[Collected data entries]
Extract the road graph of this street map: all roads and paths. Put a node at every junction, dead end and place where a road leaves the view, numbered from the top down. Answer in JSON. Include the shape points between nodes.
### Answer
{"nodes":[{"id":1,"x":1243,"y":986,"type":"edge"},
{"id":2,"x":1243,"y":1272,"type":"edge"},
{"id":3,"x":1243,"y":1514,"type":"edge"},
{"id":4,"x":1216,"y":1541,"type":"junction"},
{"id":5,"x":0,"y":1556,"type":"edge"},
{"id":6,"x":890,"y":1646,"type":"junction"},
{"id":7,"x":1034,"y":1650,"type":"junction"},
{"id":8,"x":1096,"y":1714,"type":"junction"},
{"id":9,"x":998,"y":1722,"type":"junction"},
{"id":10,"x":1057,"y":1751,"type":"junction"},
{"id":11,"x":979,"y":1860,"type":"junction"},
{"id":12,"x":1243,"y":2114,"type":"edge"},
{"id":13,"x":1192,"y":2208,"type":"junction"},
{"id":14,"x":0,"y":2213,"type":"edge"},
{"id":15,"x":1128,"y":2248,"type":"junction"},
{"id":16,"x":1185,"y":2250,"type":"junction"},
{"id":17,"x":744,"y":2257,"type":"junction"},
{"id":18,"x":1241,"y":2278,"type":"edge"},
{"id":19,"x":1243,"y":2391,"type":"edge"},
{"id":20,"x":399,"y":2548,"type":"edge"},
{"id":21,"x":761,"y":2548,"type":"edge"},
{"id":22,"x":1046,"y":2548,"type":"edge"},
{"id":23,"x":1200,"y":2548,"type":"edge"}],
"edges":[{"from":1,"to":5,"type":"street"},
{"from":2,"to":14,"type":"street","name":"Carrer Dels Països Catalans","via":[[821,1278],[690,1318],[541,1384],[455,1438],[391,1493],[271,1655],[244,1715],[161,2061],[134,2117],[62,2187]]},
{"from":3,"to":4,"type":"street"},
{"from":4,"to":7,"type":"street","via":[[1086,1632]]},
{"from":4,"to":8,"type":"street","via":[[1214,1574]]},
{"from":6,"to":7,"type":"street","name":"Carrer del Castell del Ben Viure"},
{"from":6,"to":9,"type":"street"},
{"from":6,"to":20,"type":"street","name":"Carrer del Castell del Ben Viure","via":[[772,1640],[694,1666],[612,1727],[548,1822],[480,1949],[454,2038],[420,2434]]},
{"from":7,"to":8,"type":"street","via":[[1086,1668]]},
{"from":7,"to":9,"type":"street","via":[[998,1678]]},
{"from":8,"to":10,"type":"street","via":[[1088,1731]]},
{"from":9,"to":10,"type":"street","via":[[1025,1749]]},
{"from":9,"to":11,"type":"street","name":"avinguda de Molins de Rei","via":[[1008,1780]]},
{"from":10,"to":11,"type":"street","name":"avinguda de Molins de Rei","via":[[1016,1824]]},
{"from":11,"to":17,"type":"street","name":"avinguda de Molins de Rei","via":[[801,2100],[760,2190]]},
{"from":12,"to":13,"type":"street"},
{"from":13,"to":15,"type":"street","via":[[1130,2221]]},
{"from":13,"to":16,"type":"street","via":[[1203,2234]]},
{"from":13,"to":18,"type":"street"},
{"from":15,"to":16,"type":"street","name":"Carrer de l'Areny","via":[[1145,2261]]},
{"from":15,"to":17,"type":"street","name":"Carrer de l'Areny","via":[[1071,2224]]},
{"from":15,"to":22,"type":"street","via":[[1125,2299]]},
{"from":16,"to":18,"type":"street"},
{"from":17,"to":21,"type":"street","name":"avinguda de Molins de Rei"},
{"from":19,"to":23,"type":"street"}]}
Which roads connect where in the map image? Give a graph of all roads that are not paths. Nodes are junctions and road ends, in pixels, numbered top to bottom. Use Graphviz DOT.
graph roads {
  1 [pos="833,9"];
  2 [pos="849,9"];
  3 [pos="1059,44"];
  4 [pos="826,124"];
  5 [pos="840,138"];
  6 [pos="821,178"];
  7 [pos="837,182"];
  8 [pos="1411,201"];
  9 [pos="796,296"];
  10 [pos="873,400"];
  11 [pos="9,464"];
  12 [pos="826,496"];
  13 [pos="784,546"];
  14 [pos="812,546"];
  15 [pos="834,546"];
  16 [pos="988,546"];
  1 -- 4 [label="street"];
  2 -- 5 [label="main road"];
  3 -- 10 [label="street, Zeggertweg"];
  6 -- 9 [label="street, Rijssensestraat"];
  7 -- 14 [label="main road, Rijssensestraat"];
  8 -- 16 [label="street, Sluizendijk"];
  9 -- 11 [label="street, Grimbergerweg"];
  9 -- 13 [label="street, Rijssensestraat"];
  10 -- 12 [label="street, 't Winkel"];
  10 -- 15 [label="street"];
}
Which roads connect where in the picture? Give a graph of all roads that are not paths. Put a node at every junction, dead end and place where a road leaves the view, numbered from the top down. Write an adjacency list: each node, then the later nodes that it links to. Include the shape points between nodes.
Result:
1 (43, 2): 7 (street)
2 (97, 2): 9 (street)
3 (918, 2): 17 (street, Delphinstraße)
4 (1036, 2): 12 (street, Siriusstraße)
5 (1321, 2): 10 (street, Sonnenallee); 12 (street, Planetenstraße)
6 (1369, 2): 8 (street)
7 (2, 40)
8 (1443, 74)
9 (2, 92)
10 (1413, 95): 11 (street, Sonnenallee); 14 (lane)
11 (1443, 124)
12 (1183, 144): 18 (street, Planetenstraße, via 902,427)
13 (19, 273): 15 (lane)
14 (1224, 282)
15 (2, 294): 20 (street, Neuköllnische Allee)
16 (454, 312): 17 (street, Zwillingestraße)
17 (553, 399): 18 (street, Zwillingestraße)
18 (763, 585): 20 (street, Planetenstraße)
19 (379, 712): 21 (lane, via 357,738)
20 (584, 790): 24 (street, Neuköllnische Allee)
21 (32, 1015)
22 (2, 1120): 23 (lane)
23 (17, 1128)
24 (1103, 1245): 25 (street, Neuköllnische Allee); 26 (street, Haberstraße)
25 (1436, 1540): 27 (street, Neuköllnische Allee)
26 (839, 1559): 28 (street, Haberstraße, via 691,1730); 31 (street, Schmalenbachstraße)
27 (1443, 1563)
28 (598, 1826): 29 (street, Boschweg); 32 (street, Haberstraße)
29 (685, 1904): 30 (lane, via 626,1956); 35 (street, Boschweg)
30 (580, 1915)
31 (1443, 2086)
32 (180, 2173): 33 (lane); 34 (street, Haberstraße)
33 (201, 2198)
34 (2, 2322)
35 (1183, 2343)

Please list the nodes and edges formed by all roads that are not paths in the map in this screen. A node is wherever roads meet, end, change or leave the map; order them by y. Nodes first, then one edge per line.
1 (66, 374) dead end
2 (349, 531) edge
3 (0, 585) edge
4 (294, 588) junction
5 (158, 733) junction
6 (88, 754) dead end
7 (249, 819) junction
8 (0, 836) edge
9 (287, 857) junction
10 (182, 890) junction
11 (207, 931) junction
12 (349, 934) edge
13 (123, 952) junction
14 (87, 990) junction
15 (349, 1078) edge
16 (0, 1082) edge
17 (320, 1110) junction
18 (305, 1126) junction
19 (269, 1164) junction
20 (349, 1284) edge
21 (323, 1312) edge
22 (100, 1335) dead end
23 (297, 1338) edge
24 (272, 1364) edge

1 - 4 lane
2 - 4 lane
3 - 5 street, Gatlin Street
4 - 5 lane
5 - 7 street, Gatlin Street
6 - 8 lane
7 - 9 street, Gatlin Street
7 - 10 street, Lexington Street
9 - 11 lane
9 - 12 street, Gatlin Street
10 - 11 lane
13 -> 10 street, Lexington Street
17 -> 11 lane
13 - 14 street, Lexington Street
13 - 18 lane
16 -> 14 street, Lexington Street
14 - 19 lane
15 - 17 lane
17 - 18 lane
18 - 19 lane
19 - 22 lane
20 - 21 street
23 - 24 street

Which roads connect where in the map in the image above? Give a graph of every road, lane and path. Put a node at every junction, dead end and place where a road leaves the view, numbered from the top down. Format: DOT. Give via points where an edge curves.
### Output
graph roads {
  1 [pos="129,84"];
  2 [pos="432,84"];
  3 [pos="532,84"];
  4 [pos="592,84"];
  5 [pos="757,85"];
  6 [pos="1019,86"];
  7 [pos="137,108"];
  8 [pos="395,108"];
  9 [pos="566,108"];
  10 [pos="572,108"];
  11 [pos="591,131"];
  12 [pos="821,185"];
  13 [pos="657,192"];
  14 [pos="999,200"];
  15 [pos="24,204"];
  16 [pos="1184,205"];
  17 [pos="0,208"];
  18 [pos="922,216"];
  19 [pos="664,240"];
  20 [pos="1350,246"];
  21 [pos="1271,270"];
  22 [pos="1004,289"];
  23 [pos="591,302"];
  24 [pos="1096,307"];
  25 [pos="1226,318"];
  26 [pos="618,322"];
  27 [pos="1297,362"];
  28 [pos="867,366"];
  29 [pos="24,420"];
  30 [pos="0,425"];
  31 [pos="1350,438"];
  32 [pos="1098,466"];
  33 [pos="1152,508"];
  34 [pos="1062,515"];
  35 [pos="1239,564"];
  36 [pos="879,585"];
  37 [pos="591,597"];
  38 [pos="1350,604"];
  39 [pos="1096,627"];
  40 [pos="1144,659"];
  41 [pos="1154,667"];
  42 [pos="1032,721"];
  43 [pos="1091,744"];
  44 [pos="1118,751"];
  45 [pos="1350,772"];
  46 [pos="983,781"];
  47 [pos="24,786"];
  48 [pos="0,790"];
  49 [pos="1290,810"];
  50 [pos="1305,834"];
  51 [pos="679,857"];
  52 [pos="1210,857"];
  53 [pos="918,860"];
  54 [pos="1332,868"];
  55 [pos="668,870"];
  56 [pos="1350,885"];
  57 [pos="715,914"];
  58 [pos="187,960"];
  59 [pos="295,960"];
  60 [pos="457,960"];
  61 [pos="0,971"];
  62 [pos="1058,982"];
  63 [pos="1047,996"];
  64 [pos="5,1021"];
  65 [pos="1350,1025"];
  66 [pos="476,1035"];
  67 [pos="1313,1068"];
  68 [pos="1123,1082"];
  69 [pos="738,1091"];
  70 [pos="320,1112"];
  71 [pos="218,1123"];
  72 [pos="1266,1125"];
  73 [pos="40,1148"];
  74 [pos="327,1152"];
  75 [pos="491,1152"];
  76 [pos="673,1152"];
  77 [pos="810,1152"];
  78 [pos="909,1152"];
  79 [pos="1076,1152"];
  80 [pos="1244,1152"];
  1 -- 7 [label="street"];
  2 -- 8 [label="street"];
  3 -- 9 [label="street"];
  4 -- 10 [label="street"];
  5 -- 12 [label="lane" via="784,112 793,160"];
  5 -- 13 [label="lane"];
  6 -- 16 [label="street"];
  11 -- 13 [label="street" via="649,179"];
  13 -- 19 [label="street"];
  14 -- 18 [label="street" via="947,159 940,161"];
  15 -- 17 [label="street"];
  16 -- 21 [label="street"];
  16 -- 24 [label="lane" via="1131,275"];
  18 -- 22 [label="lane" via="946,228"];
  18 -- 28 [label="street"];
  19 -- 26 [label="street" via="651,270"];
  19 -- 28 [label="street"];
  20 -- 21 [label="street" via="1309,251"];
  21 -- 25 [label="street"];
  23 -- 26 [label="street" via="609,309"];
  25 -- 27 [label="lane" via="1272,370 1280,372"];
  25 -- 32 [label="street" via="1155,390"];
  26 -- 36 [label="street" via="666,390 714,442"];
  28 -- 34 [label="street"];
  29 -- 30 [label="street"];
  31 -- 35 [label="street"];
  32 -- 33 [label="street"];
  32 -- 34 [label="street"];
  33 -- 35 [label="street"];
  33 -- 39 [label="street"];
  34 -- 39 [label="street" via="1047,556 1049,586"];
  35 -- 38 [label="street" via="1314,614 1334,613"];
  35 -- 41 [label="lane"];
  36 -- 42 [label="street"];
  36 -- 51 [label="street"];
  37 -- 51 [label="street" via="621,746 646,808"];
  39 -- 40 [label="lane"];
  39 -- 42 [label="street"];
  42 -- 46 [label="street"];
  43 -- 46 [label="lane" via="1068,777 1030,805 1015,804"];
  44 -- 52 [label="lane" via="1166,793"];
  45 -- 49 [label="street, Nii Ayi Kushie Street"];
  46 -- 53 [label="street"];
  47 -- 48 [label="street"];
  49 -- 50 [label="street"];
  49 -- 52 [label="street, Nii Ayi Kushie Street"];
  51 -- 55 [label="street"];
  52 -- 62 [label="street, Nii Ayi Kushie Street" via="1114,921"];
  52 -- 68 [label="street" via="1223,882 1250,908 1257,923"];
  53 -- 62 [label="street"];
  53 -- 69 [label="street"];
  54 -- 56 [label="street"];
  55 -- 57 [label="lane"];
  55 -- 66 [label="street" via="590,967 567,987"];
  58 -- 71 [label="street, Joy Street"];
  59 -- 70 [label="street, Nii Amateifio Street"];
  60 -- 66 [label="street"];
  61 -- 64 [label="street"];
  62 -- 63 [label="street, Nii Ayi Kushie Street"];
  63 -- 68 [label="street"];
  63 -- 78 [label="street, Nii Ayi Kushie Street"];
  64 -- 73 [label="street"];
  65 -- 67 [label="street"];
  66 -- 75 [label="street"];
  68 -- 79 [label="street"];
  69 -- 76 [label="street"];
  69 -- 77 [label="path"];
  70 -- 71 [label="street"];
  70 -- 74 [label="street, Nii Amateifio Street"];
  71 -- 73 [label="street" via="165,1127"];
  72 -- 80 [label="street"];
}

• EXERCISE AIM: Search the entries above for the string "Lexington", and report each line where it occurs.

• YOUR RESPONSE:
7 - 10 street, Lexington Street
13 -> 10 street, Lexington Street
13 - 14 street, Lexington Street
16 -> 14 street, Lexington Street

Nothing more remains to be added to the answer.